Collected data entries
====================

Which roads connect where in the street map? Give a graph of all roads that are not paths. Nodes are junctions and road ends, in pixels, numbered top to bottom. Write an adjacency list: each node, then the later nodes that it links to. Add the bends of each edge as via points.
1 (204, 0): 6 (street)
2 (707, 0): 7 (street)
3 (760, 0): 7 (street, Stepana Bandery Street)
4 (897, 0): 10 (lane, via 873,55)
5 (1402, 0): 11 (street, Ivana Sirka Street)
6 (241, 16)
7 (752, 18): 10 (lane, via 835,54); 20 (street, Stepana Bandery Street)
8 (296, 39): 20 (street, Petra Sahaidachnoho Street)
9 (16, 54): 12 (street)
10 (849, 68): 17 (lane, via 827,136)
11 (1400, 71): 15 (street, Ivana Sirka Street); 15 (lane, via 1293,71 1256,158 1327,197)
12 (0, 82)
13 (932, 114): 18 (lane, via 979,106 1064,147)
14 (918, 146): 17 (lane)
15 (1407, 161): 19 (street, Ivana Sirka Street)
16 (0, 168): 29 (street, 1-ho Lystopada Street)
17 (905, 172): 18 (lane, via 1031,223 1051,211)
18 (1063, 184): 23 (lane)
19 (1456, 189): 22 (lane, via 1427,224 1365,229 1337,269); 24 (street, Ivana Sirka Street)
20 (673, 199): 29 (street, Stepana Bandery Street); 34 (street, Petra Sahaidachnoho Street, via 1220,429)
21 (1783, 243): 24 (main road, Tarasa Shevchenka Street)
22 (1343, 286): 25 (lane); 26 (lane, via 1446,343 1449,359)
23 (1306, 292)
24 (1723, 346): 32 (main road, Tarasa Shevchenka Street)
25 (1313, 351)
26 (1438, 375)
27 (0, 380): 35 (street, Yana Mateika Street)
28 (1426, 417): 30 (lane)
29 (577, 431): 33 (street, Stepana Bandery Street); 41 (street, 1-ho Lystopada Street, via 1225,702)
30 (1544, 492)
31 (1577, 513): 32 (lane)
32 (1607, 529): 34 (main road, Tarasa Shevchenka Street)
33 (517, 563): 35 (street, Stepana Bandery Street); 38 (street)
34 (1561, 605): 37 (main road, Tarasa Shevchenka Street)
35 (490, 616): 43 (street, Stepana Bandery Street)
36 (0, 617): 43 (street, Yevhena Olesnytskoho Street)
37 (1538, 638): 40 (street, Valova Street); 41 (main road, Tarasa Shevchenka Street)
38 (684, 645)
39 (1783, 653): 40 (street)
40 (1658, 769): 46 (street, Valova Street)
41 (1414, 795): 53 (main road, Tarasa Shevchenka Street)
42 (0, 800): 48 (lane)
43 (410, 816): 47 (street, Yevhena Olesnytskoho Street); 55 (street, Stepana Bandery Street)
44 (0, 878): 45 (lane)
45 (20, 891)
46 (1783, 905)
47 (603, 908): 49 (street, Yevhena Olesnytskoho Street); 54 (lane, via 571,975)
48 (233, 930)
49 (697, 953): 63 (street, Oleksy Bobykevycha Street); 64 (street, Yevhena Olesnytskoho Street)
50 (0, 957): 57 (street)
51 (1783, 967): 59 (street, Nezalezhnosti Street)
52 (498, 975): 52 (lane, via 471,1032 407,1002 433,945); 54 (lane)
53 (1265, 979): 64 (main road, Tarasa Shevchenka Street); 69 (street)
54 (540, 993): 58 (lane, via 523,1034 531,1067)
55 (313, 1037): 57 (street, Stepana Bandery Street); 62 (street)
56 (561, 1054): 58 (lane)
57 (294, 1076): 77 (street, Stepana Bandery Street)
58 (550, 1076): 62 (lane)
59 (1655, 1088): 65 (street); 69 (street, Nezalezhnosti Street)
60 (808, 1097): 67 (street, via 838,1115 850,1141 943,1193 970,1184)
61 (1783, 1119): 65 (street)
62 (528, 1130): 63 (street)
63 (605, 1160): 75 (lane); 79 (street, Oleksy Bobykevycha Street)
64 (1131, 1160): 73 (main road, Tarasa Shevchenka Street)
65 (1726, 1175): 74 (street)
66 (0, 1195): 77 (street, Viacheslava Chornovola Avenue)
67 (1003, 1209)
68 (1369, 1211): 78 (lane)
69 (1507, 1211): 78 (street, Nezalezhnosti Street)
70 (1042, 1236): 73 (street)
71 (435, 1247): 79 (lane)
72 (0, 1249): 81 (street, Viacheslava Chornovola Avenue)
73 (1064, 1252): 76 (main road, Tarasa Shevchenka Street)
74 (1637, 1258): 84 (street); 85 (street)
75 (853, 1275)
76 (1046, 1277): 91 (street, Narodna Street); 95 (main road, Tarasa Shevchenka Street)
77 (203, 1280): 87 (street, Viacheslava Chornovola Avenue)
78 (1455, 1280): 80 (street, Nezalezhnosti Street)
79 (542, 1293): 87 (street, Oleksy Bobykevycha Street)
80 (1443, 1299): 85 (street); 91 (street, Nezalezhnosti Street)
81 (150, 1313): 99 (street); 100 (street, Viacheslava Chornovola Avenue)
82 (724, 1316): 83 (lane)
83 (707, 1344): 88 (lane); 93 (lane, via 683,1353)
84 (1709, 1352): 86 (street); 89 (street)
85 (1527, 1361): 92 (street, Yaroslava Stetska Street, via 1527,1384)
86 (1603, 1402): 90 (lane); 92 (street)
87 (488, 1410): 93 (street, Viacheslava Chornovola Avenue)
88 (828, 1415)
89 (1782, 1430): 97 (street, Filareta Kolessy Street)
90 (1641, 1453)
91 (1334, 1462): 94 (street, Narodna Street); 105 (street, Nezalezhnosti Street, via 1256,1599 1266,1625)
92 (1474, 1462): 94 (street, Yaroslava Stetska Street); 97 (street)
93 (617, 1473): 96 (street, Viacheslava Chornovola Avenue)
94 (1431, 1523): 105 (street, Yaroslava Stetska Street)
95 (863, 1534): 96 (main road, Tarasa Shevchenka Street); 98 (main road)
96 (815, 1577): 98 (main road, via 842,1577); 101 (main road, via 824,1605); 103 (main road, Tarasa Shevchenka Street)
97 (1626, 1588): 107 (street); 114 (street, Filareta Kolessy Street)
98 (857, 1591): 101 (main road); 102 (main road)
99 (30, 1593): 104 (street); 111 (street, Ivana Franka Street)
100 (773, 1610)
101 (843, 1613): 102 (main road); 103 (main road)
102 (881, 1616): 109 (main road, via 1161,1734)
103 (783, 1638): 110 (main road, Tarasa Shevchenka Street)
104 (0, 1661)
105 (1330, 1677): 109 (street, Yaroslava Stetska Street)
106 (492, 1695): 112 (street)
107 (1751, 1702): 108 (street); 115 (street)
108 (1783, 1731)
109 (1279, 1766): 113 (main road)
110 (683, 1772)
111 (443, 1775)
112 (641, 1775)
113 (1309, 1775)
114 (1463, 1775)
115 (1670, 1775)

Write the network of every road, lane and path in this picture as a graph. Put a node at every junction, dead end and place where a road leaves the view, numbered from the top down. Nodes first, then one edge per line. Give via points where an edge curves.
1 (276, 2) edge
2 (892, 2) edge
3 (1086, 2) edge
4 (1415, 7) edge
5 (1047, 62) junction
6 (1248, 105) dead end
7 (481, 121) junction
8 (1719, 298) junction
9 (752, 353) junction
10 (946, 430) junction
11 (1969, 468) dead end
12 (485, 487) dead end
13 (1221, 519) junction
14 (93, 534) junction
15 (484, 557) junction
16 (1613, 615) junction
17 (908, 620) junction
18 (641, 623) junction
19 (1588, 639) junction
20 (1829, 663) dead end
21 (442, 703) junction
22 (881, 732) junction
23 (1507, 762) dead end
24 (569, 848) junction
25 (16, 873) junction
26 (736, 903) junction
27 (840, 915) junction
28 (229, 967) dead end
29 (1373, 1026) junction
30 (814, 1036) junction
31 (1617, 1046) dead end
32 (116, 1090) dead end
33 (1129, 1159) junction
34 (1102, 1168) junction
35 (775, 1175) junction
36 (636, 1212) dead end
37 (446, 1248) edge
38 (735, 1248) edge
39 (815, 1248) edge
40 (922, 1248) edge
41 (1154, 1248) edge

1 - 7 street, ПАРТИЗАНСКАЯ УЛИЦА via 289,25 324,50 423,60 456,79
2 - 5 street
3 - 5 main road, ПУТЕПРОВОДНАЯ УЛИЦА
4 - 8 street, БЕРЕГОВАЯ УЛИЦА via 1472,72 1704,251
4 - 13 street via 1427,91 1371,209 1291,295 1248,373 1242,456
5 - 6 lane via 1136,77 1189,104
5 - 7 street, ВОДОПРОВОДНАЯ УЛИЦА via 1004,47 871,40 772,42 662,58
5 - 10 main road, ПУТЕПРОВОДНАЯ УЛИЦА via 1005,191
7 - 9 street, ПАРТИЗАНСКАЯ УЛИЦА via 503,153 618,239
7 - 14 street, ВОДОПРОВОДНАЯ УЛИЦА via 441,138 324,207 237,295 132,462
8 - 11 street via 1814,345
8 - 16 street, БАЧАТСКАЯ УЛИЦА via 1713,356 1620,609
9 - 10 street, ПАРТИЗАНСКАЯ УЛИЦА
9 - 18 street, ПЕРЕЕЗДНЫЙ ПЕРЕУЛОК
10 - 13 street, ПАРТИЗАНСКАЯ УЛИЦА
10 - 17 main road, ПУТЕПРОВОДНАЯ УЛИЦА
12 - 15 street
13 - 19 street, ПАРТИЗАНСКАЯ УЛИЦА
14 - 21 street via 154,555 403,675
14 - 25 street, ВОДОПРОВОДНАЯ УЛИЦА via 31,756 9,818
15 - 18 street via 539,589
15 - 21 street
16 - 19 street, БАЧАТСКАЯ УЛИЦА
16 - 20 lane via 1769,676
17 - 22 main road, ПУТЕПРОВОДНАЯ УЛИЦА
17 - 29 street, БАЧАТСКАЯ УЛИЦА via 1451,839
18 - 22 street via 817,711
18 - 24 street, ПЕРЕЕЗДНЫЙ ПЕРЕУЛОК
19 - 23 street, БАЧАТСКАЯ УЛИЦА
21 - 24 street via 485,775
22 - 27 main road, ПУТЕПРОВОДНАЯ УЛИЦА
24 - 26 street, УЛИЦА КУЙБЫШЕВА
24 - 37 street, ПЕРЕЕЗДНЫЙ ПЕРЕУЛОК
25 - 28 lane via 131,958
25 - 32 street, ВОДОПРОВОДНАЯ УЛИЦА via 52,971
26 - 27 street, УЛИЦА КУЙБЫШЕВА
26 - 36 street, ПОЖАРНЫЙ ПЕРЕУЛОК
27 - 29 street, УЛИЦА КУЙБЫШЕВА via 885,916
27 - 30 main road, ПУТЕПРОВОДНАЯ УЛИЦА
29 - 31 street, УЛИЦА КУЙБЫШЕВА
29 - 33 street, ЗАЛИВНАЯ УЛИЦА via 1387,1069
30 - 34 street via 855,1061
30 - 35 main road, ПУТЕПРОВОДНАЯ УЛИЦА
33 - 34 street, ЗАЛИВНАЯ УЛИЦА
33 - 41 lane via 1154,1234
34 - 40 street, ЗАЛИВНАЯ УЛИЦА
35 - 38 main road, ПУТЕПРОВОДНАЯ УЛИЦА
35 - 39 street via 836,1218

====================

WHAT IS NEEDED
An answer consisting of the number alone is required: how many lines in the entries hold the string "ПУТЕПРОВОДНАЯ"?

YOUR RESPONSE
8